From the line with "wrist: (452, 645)" through the line with "ring pip: (699, 395)", repeat the entries verbatim, both end lines included, and add nothing.

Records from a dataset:
···

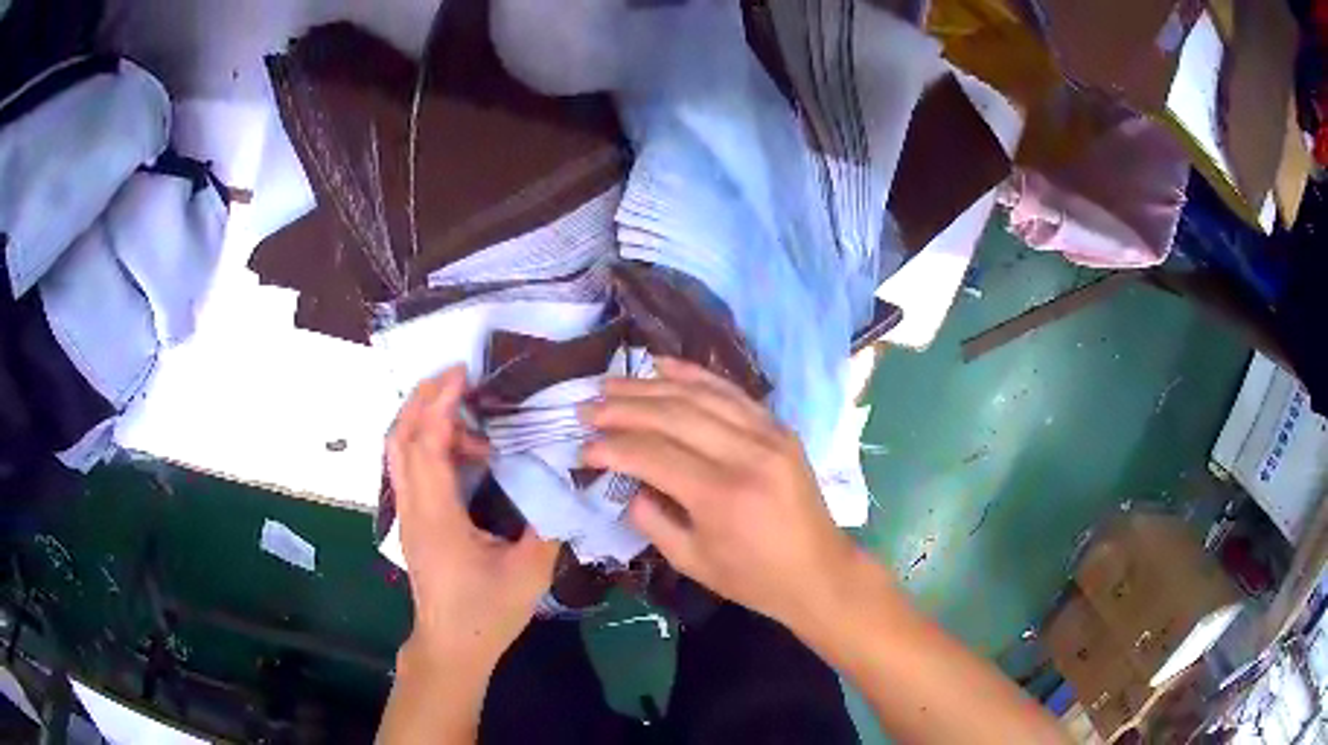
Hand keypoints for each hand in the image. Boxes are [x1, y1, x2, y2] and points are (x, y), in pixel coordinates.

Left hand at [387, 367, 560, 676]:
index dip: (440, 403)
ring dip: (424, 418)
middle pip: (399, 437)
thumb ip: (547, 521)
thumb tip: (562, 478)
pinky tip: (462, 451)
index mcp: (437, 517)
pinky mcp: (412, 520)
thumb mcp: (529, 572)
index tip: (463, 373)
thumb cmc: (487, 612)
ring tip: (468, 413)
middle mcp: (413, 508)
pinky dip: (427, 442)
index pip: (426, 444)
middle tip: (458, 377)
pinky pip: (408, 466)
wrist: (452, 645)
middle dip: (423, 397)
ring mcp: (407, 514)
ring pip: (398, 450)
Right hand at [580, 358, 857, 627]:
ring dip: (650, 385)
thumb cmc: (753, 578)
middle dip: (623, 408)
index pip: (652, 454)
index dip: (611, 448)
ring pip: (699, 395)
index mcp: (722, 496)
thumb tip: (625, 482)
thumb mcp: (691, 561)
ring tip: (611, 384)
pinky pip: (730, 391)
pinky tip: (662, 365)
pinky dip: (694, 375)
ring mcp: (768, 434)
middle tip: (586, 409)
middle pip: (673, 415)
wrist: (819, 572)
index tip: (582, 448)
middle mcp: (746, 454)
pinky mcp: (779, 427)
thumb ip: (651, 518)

···

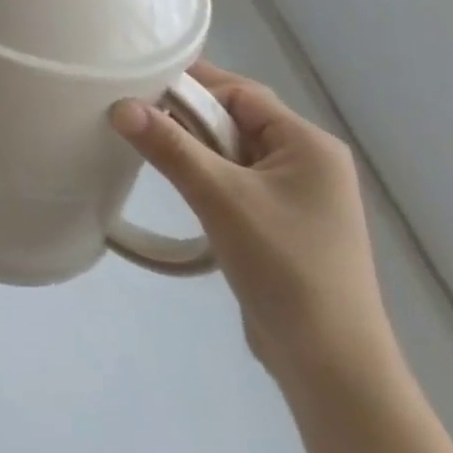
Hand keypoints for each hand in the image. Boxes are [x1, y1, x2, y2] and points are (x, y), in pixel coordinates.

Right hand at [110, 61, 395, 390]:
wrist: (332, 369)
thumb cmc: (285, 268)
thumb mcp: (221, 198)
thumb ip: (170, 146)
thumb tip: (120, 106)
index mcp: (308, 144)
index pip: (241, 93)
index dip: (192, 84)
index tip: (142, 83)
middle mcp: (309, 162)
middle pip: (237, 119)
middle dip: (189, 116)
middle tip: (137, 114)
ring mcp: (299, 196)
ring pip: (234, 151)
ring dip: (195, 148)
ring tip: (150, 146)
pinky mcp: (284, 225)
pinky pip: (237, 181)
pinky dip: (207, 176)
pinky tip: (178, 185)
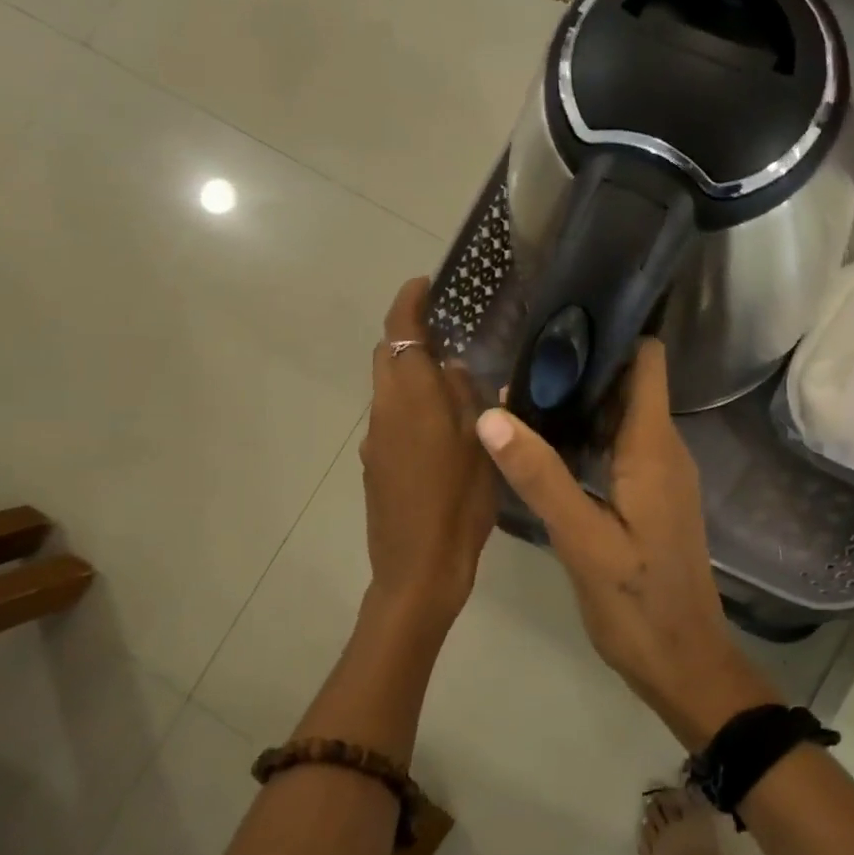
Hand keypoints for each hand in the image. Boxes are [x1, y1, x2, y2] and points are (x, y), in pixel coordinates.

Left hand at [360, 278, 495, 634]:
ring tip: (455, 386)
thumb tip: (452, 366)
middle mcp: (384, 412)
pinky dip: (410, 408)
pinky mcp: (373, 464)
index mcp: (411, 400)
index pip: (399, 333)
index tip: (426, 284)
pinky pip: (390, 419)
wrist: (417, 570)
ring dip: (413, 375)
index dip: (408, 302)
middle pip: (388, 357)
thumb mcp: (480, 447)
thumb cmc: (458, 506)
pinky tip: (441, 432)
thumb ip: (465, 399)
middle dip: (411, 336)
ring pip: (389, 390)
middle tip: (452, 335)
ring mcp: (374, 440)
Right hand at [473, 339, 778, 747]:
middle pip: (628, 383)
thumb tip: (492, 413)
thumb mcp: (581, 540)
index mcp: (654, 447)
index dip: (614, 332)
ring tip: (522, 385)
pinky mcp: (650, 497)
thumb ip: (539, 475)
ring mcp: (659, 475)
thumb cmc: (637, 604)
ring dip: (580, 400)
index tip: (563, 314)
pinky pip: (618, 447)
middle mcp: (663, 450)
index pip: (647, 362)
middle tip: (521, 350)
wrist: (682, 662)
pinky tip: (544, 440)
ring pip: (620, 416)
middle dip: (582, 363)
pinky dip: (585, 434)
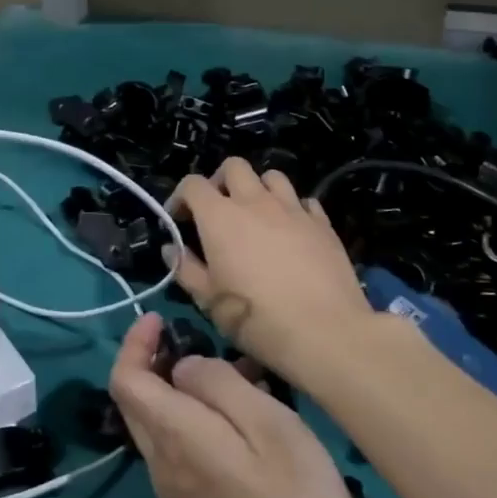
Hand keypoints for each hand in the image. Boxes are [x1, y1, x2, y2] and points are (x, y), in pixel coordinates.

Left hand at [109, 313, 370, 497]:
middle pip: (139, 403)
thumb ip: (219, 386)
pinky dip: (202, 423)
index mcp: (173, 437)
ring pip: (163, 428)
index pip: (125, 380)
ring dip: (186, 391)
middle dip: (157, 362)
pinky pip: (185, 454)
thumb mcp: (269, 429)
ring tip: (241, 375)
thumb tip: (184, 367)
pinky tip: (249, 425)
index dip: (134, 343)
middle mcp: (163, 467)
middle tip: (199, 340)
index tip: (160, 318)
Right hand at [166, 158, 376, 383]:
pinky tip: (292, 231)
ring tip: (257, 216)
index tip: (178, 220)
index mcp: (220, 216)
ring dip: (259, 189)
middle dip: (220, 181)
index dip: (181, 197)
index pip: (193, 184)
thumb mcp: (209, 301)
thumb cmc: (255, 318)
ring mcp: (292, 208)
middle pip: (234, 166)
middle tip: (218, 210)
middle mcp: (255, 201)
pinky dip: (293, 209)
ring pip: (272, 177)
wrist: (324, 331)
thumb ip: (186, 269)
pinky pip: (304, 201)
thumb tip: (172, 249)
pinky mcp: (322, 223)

···

YOUR SOLUTION:
wrist: (452, 645)
middle dip: (423, 397)
ring mcp: (407, 514)
ring pip: (398, 450)
Right hand at [580, 358, 857, 627]:
ring dip: (650, 385)
thumb cmc: (753, 578)
middle dip: (623, 408)
index pip: (652, 454)
index dip: (611, 448)
ring pip: (699, 395)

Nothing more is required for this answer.